Task to carry out
Return the listing below unchanged, but without pictures.

Dataset entries
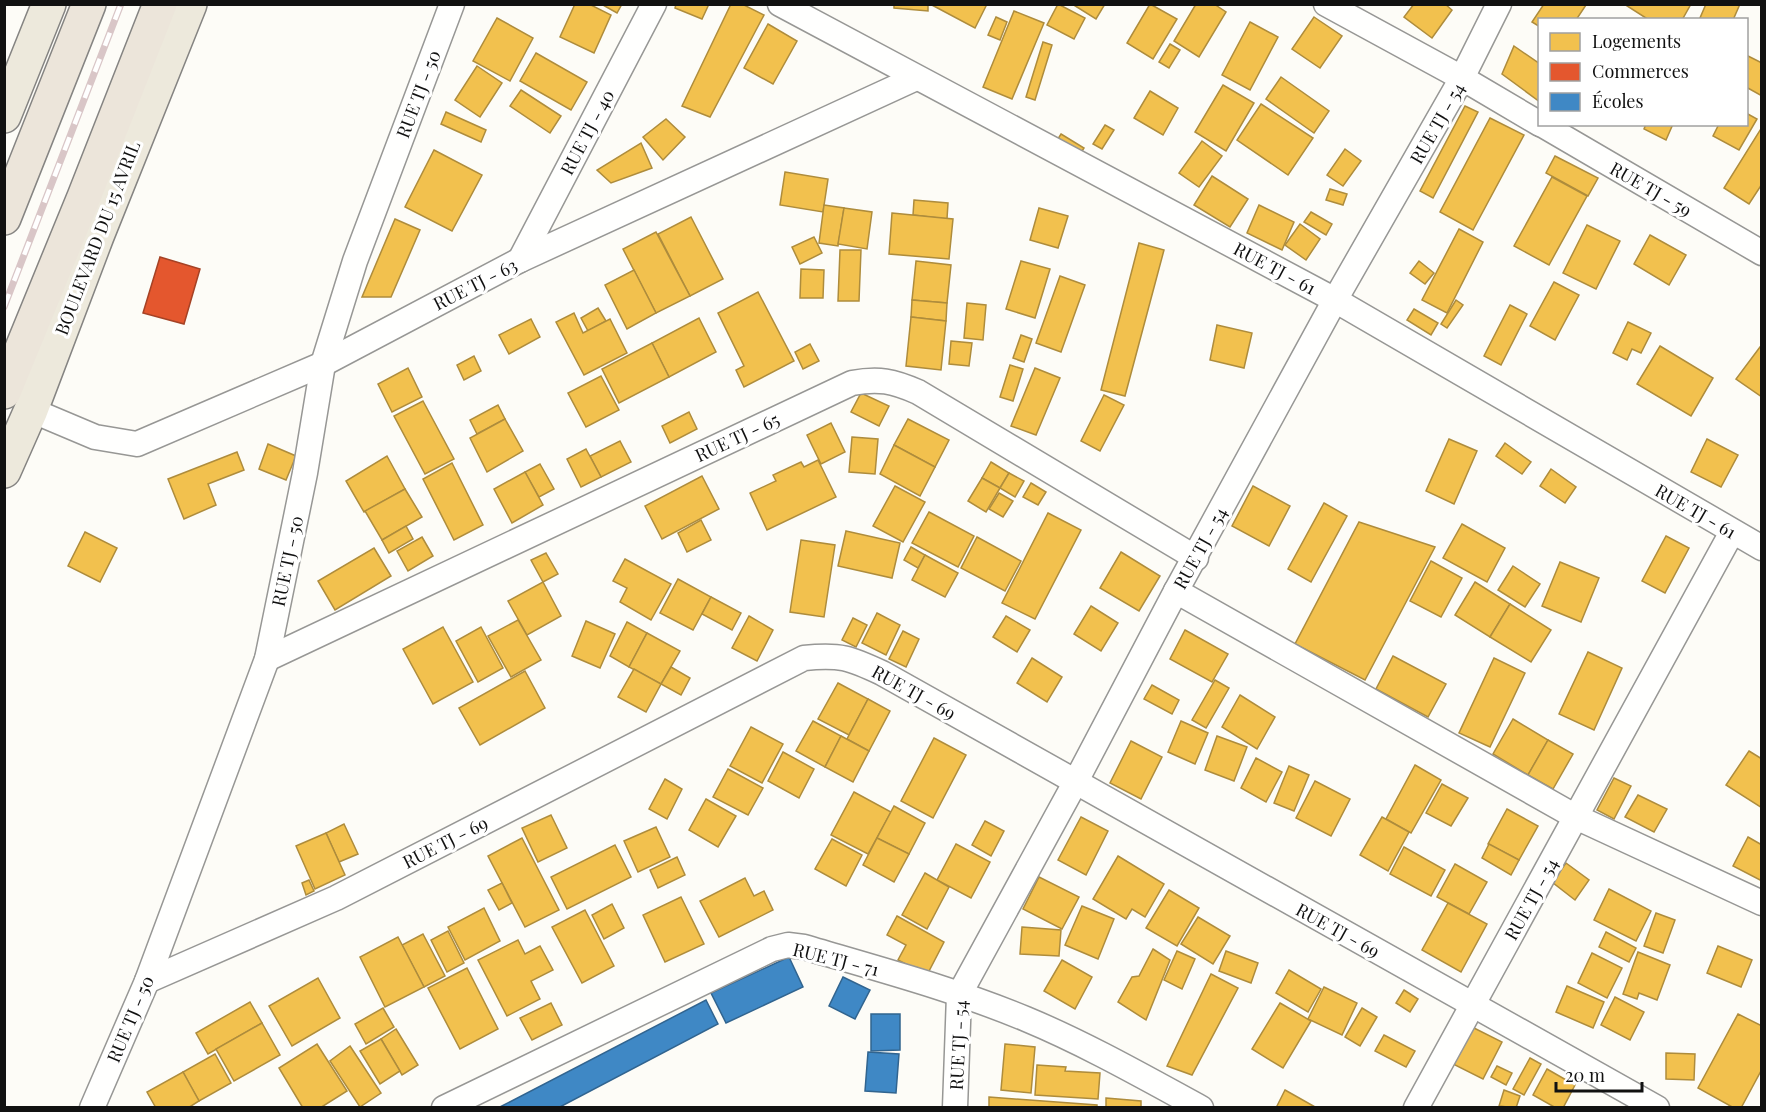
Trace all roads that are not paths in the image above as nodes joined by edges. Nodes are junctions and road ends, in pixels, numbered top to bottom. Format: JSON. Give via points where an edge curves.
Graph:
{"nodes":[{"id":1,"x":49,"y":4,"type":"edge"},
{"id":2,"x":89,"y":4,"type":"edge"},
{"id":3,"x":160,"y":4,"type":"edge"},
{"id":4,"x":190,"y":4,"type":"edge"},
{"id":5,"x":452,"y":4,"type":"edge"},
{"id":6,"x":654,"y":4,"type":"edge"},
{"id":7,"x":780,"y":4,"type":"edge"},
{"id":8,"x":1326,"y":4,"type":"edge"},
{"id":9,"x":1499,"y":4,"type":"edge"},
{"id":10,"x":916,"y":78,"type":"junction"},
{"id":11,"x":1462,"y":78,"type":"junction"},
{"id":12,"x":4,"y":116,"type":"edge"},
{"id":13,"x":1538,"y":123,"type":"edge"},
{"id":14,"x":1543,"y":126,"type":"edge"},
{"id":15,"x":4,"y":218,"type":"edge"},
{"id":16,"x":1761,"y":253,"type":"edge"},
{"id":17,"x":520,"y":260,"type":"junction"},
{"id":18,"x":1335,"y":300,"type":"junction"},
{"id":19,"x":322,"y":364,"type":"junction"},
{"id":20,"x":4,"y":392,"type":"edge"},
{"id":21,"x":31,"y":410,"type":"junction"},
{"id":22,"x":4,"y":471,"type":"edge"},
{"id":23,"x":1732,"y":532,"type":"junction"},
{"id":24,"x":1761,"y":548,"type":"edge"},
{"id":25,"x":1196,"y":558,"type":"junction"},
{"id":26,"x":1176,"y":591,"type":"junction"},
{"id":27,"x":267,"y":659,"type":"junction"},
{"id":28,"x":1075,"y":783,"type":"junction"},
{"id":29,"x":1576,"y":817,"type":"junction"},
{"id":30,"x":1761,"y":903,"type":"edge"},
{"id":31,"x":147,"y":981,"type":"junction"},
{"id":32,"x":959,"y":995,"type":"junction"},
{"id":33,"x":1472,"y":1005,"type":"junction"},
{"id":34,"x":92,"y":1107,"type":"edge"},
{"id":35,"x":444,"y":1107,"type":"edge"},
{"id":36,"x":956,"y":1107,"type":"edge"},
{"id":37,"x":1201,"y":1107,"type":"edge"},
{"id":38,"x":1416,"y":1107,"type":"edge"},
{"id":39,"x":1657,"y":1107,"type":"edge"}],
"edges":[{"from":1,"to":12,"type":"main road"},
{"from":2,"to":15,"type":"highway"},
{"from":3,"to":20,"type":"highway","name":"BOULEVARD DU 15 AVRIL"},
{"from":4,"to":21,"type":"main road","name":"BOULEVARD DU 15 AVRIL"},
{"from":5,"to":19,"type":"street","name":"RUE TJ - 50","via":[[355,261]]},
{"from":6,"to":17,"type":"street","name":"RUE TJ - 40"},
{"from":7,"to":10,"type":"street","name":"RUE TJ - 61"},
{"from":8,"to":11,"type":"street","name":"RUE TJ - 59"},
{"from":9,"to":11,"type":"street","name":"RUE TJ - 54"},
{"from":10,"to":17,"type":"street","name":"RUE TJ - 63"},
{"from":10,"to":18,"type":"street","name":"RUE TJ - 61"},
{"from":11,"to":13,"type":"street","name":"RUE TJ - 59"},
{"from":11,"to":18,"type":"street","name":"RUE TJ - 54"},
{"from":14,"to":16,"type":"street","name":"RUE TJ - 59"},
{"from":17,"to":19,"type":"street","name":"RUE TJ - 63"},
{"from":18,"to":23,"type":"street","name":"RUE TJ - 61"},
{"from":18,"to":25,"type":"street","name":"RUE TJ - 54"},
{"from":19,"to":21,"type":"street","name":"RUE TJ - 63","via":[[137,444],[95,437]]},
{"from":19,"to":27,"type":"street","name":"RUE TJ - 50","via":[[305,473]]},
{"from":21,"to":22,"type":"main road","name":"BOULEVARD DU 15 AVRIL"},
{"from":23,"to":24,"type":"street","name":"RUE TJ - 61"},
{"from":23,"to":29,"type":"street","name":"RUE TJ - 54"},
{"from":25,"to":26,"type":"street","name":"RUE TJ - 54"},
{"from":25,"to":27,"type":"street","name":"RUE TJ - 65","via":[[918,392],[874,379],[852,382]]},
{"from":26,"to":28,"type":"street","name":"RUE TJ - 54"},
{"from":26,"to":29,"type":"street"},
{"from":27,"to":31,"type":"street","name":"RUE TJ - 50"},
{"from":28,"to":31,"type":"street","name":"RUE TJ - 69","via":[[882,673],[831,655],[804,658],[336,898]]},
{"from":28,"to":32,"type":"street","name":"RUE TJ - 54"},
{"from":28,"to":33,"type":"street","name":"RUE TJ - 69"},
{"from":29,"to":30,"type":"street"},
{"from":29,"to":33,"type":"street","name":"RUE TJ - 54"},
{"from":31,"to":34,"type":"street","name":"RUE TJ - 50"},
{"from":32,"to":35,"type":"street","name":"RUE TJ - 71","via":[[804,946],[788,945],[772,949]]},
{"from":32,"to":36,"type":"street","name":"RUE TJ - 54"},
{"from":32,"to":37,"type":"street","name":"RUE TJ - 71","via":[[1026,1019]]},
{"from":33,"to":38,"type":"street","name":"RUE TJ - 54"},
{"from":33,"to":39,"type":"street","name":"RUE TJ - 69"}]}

Reply to the task
Trace all roads that are not paths in the image above as nodes joined by edges. Nodes are junctions and road ends, in pixels, numbered top to bottom. Format: JSON. Give via points where an edge curves.
Graph:
{"nodes":[{"id":1,"x":49,"y":4,"type":"edge"},
{"id":2,"x":89,"y":4,"type":"edge"},
{"id":3,"x":160,"y":4,"type":"edge"},
{"id":4,"x":190,"y":4,"type":"edge"},
{"id":5,"x":452,"y":4,"type":"edge"},
{"id":6,"x":654,"y":4,"type":"edge"},
{"id":7,"x":780,"y":4,"type":"edge"},
{"id":8,"x":1326,"y":4,"type":"edge"},
{"id":9,"x":1499,"y":4,"type":"edge"},
{"id":10,"x":916,"y":78,"type":"junction"},
{"id":11,"x":1462,"y":78,"type":"junction"},
{"id":12,"x":4,"y":116,"type":"edge"},
{"id":13,"x":1538,"y":123,"type":"edge"},
{"id":14,"x":1543,"y":126,"type":"edge"},
{"id":15,"x":4,"y":218,"type":"edge"},
{"id":16,"x":1761,"y":253,"type":"edge"},
{"id":17,"x":520,"y":260,"type":"junction"},
{"id":18,"x":1335,"y":300,"type":"junction"},
{"id":19,"x":322,"y":364,"type":"junction"},
{"id":20,"x":4,"y":392,"type":"edge"},
{"id":21,"x":31,"y":410,"type":"junction"},
{"id":22,"x":4,"y":471,"type":"edge"},
{"id":23,"x":1732,"y":532,"type":"junction"},
{"id":24,"x":1761,"y":548,"type":"edge"},
{"id":25,"x":1196,"y":558,"type":"junction"},
{"id":26,"x":1176,"y":591,"type":"junction"},
{"id":27,"x":267,"y":659,"type":"junction"},
{"id":28,"x":1075,"y":783,"type":"junction"},
{"id":29,"x":1576,"y":817,"type":"junction"},
{"id":30,"x":1761,"y":903,"type":"edge"},
{"id":31,"x":147,"y":981,"type":"junction"},
{"id":32,"x":959,"y":995,"type":"junction"},
{"id":33,"x":1472,"y":1005,"type":"junction"},
{"id":34,"x":92,"y":1107,"type":"edge"},
{"id":35,"x":444,"y":1107,"type":"edge"},
{"id":36,"x":956,"y":1107,"type":"edge"},
{"id":37,"x":1201,"y":1107,"type":"edge"},
{"id":38,"x":1416,"y":1107,"type":"edge"},
{"id":39,"x":1657,"y":1107,"type":"edge"}],
"edges":[{"from":1,"to":12,"type":"main road"},
{"from":2,"to":15,"type":"highway"},
{"from":3,"to":20,"type":"highway","name":"BOULEVARD DU 15 AVRIL"},
{"from":4,"to":21,"type":"main road","name":"BOULEVARD DU 15 AVRIL"},
{"from":5,"to":19,"type":"street","name":"RUE TJ - 50","via":[[355,261]]},
{"from":6,"to":17,"type":"street","name":"RUE TJ - 40"},
{"from":7,"to":10,"type":"street","name":"RUE TJ - 61"},
{"from":8,"to":11,"type":"street","name":"RUE TJ - 59"},
{"from":9,"to":11,"type":"street","name":"RUE TJ - 54"},
{"from":10,"to":17,"type":"street","name":"RUE TJ - 63"},
{"from":10,"to":18,"type":"street","name":"RUE TJ - 61"},
{"from":11,"to":13,"type":"street","name":"RUE TJ - 59"},
{"from":11,"to":18,"type":"street","name":"RUE TJ - 54"},
{"from":14,"to":16,"type":"street","name":"RUE TJ - 59"},
{"from":17,"to":19,"type":"street","name":"RUE TJ - 63"},
{"from":18,"to":23,"type":"street","name":"RUE TJ - 61"},
{"from":18,"to":25,"type":"street","name":"RUE TJ - 54"},
{"from":19,"to":21,"type":"street","name":"RUE TJ - 63","via":[[137,444],[95,437]]},
{"from":19,"to":27,"type":"street","name":"RUE TJ - 50","via":[[305,473]]},
{"from":21,"to":22,"type":"main road","name":"BOULEVARD DU 15 AVRIL"},
{"from":23,"to":24,"type":"street","name":"RUE TJ - 61"},
{"from":23,"to":29,"type":"street","name":"RUE TJ - 54"},
{"from":25,"to":26,"type":"street","name":"RUE TJ - 54"},
{"from":25,"to":27,"type":"street","name":"RUE TJ - 65","via":[[918,392],[874,379],[852,382]]},
{"from":26,"to":28,"type":"street","name":"RUE TJ - 54"},
{"from":26,"to":29,"type":"street"},
{"from":27,"to":31,"type":"street","name":"RUE TJ - 50"},
{"from":28,"to":31,"type":"street","name":"RUE TJ - 69","via":[[882,673],[831,655],[804,658],[336,898]]},
{"from":28,"to":32,"type":"street","name":"RUE TJ - 54"},
{"from":28,"to":33,"type":"street","name":"RUE TJ - 69"},
{"from":29,"to":30,"type":"street"},
{"from":29,"to":33,"type":"street","name":"RUE TJ - 54"},
{"from":31,"to":34,"type":"street","name":"RUE TJ - 50"},
{"from":32,"to":35,"type":"street","name":"RUE TJ - 71","via":[[804,946],[788,945],[772,949]]},
{"from":32,"to":36,"type":"street","name":"RUE TJ - 54"},
{"from":32,"to":37,"type":"street","name":"RUE TJ - 71","via":[[1026,1019]]},
{"from":33,"to":38,"type":"street","name":"RUE TJ - 54"},
{"from":33,"to":39,"type":"street","name":"RUE TJ - 69"}]}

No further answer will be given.